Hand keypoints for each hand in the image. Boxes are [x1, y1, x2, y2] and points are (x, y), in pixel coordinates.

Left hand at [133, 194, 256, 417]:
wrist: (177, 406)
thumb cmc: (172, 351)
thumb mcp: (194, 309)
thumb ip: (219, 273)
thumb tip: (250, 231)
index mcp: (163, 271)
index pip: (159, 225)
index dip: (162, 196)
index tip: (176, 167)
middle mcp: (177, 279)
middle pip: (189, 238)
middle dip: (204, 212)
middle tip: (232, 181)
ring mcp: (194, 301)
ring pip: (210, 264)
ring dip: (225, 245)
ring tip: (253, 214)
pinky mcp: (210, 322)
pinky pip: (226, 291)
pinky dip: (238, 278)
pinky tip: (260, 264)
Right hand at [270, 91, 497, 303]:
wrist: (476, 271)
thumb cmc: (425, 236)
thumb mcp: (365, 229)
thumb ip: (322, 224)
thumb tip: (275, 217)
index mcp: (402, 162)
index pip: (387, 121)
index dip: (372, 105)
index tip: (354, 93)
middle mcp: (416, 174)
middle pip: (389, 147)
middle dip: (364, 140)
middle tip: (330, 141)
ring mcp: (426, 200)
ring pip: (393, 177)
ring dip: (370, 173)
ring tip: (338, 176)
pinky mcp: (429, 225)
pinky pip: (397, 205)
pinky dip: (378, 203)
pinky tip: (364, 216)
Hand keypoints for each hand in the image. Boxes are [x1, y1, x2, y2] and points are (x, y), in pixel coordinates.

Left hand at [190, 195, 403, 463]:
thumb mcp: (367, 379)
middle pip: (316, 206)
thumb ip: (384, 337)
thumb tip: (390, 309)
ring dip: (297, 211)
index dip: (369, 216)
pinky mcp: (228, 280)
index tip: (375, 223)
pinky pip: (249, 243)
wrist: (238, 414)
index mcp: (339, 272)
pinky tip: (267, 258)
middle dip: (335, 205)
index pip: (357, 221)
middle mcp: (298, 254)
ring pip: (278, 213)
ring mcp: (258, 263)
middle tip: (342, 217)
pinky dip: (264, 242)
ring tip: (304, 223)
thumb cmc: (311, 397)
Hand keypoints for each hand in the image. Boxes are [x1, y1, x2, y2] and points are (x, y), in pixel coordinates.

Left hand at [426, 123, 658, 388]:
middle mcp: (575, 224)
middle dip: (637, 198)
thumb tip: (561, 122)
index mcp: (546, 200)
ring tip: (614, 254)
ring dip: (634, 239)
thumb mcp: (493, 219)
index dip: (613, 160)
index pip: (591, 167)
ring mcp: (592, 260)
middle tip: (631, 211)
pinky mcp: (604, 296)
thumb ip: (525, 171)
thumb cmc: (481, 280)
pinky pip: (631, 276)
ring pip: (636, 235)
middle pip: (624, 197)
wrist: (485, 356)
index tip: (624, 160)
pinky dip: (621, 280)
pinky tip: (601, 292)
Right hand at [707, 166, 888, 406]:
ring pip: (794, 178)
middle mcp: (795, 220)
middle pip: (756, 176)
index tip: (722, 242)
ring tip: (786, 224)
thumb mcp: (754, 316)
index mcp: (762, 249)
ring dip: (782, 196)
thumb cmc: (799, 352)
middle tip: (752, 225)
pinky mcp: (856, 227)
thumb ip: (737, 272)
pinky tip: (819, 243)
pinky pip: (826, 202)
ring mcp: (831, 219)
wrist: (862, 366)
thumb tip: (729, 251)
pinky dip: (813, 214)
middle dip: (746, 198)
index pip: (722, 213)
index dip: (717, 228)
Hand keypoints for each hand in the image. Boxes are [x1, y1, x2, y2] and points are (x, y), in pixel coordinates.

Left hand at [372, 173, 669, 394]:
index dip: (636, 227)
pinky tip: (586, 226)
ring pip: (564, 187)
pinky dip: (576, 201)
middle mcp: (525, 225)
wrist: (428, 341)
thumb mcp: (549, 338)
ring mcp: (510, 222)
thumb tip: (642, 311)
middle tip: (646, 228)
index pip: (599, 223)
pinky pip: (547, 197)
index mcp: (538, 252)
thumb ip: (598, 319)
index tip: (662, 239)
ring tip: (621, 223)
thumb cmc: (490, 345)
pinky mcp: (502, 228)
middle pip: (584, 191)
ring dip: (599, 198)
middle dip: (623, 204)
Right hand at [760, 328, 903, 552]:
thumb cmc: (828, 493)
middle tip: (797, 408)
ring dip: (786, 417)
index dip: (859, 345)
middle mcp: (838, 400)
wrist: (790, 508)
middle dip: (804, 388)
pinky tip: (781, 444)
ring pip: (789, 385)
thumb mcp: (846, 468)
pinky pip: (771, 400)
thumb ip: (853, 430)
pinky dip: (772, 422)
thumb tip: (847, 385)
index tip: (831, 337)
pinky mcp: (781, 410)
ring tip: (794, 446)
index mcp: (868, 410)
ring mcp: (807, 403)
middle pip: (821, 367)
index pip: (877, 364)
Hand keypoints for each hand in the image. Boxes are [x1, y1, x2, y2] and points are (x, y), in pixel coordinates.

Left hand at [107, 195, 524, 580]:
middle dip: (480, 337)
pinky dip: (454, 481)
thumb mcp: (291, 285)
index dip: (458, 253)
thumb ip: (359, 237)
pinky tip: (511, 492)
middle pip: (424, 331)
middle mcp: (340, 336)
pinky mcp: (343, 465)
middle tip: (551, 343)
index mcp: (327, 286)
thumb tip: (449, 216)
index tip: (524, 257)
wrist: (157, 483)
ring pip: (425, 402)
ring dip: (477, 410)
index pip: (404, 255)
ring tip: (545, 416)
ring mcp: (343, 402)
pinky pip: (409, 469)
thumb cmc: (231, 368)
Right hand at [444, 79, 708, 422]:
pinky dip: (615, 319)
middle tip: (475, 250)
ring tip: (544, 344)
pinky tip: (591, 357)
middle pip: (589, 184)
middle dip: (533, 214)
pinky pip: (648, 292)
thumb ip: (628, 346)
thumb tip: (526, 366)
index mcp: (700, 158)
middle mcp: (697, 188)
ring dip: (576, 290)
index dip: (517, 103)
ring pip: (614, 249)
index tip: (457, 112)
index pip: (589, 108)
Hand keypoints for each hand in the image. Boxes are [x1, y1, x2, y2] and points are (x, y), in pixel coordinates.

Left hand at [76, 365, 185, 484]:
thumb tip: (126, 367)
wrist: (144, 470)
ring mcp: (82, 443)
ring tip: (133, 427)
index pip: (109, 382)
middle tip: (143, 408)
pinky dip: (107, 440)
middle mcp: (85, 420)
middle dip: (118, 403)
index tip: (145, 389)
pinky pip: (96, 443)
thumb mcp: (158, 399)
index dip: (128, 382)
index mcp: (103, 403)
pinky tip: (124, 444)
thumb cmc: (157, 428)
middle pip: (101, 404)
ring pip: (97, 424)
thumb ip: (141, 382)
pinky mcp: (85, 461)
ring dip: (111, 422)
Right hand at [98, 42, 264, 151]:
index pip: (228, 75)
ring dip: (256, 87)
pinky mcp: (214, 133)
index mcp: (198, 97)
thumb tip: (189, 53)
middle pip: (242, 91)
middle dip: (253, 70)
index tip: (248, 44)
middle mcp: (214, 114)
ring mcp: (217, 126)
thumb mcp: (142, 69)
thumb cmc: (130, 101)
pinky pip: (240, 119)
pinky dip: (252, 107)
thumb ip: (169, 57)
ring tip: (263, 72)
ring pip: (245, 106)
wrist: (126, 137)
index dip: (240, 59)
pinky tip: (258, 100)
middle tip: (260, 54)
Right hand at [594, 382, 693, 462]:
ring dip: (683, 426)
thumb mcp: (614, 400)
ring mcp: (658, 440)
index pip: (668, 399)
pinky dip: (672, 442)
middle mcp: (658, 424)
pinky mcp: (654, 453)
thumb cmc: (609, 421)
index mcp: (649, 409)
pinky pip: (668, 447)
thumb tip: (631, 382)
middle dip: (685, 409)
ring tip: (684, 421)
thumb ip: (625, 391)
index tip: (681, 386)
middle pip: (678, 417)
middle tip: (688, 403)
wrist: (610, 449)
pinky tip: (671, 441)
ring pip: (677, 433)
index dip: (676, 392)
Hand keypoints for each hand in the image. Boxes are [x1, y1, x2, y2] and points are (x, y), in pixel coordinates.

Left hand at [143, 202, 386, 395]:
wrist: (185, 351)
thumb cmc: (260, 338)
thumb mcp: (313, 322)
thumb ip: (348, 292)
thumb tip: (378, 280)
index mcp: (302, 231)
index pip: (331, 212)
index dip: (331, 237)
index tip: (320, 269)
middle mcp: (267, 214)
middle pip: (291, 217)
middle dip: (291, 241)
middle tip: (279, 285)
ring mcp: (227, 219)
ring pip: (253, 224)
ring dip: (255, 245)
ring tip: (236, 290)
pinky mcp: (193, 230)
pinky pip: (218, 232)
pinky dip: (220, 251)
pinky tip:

Task details — Look through the material above and print exactly the lines from the one containing "pinky mcp: (343, 465)" to the one containing "thumb tip: (189, 53)", both included, and nothing more.

Exercise result —
pinky mcp: (343, 465)
middle tip: (551, 343)
index mcp: (327, 286)
thumb tip: (449, 216)
index tip: (524, 257)
wrist: (157, 483)
ring pip: (425, 402)
ring dip: (477, 410)
index pip: (404, 255)
ring tip: (545, 416)
ring mcp: (343, 402)
pinky pip: (409, 469)
thumb cmc: (231, 368)
Right hand at [444, 79, 708, 422]:
pinky dip: (615, 319)
middle tip: (475, 250)
ring tip: (544, 344)
pinky tip: (591, 357)
middle pip: (589, 184)
middle dip: (533, 214)
pinky pip: (648, 292)
thumb ip: (628, 346)
thumb tip: (526, 366)
index mcp: (700, 158)
middle mcp: (697, 188)
ring dip: (576, 290)
index dip: (517, 103)
ring pip: (614, 249)
index tip: (457, 112)
index pip: (589, 108)
Hand keypoints for each hand in the image. Boxes are [x1, y1, x2, y2] and points are (x, y), in pixel coordinates.

Left hand at [76, 365, 185, 484]:
thumb tip: (126, 367)
wrist: (144, 470)
ring mcp: (82, 443)
ring tip: (133, 427)
index pip: (109, 382)
middle tip: (143, 408)
pinky dip: (107, 440)
middle mcp: (85, 420)
middle dip: (118, 403)
index tip: (145, 389)
pinky pip: (96, 443)
thumb mcp: (158, 399)
index dip: (128, 382)
index mcp: (103, 403)
pinky tip: (124, 444)
thumb cmc: (157, 428)
middle pip: (101, 404)
ring pip: (97, 424)
thumb ip: (141, 382)
pinky mcp: (85, 461)
ring dip: (111, 422)
Right hand at [98, 42, 264, 151]:
index pip: (228, 75)
ring dip: (256, 87)
pinky mcp: (214, 133)
index mcp: (198, 97)
thumb tip: (189, 53)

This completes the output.